Concordato in scadenza: la priorità è una nuova IRPEF per il 2025

La maggior parte di coloro che hanno partecipato al sondaggio curato dalla redazione tra l’estensione della flat tax per le partite IVA e un ulteriore taglio IRPEF non ha dubbi: serve intervenire ancora sulle regole di calcolo dell’imposta sul reddito delle persone fisiche.


È questa l’opinione che accomuna il 71 per cento dei partecipanti all’indagine sulle pagine del giornale, percentuale che sale all’83 per cento tra coloro che hanno risposto tramite Linkedin.

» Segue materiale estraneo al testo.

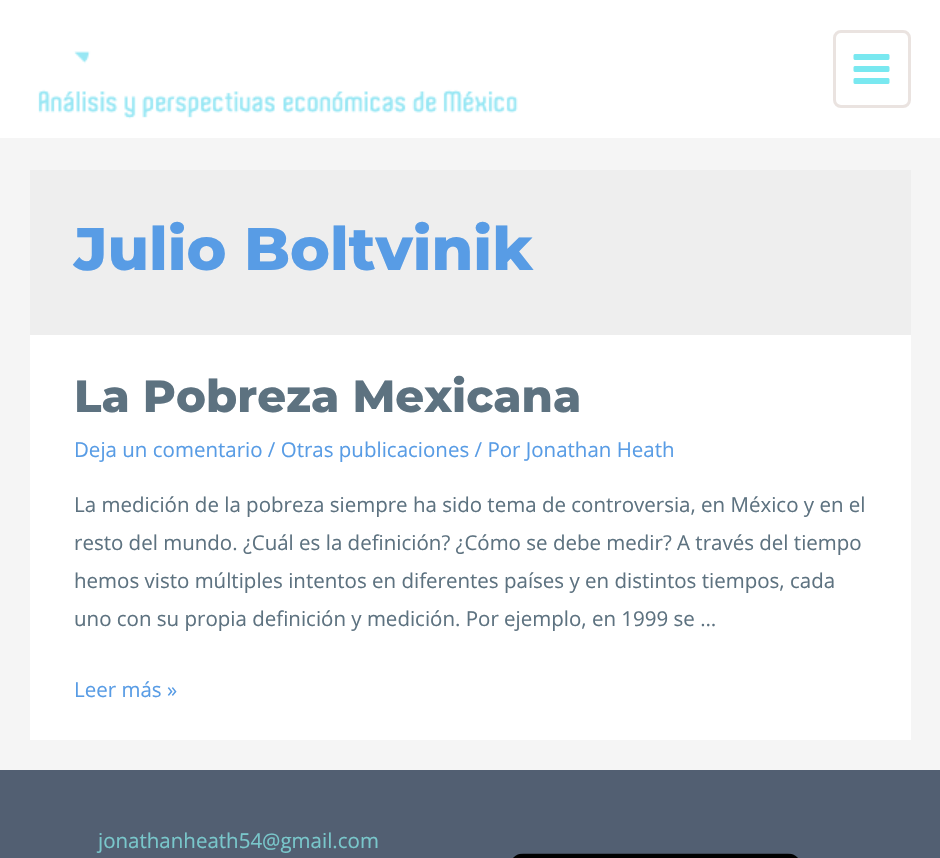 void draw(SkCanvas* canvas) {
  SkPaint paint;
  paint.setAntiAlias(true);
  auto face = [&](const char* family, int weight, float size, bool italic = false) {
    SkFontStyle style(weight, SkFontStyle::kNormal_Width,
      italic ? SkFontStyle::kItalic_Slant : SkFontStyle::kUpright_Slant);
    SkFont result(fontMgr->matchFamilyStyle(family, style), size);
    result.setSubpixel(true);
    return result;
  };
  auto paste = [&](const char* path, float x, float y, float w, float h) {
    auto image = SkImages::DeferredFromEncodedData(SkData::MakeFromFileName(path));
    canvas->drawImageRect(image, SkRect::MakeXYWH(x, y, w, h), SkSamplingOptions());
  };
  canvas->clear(0xfff5f5f5);
  paint.setColor(0xffffffff);
  canvas->drawRect(SkRect::MakeXYWH(0, 0, 940, 138), paint);
  paste("img/1.png", 38, 51, 480, 68);
  paint.setStroke(true);
  paint.setStrokeWidth(3);
  paint.setColor(0xffeae3e0);
  canvas->drawRoundRect(SkRect::MakeXYWH(834.5f, 31.5f, 75, 75), 6.5f, 6.5f, paint);
  paste("img/2.png", 853, 54, 37, 30);
  paint.setStroke(false);
  {
    const struct { float x, y, w, h; SkColor color; } items[] = {
      {30, 170, 881, 165, 0xffeeeeee},
      {30, 335, 881, 405, 0xffffffff},
      {0, 770, 940, 88, 0xff525f72},
    };
    for (auto [x, y, w, h, color] : items) {
      paint.setColor(color);
      canvas->drawRect(SkRect::MakeXYWH(x, y, w, h), paint);
    }
  }
  paste("img/3.png", 513, 853, 285, 5);
  auto f0 = face("Montserrat", 100, 60);
  paint.setColor(0xff589ce5);
  canvas->drawString("Julio Boltvinik", 74, 270, f0, paint);
  auto f1 = face("Montserrat", 100, 45);
  paint.setColor(0xff5d7280);
  canvas->drawString("La Pobreza Mexicana", 74, 412, f1, paint);
  auto f2 = face("Open Sans", 400, 20.5f);
  paint.setColor(0xff589ce5);
  canvas->drawString("Deja un comentario / Otras publicaciones / Por Jonathan Heath", 74, 457, f2, paint);
  paint.setColor(0xff5d7280);
  {
    const struct { const char* s; float x, y; } items[] = {
      {"La medición de la pobreza siempre ha sido tema de controversia, en México y en el", 74, 512},
      {"resto del mundo. ¿Cuál es la definición? ¿Cómo se debe medir? A través del tiempo", 74, 550},
      {"hemos visto múltiples intentos en diferentes países y en distintos tiempos, cada", 74, 588},
      {"uno con su propia definición y medición. Por ejemplo, en 1999 se …", 74, 626},
    };
    for (auto [s, x, y] : items) {
      canvas->drawString(s, x, y, f2, paint);
    }
  }
  paint.setColor(0xff589ce5);
  canvas->drawString("Leer más »", 74, 697, f2, paint);
  paint.setColor(0xff79c7cb);
  canvas->drawString("jonathanheath54@gmail.com", 98, 848, f2, paint);
}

La posizione di lettrici e lettori, quindi, è in linea con le intenzioni del Governo che ha messo nero su bianco nel DL Fiscale l’intervento sull’IRPEF come primo terreno d’azione collegato al concordato preventivo biennale.

L’estensione del regime forfettario a 100.000 euro, la flat tax per le partite IVA, che pure rientra nel programma dell’attuale Esecutivo, per ora dovrà attendere.

Ma anche sull’IRPEF restano tanti punti interrogativi sulle possibili novità: se da un lato le intenzioni sono chiare e manifeste, le azioni devono fare i conti con le risorse effettivamente disponibili.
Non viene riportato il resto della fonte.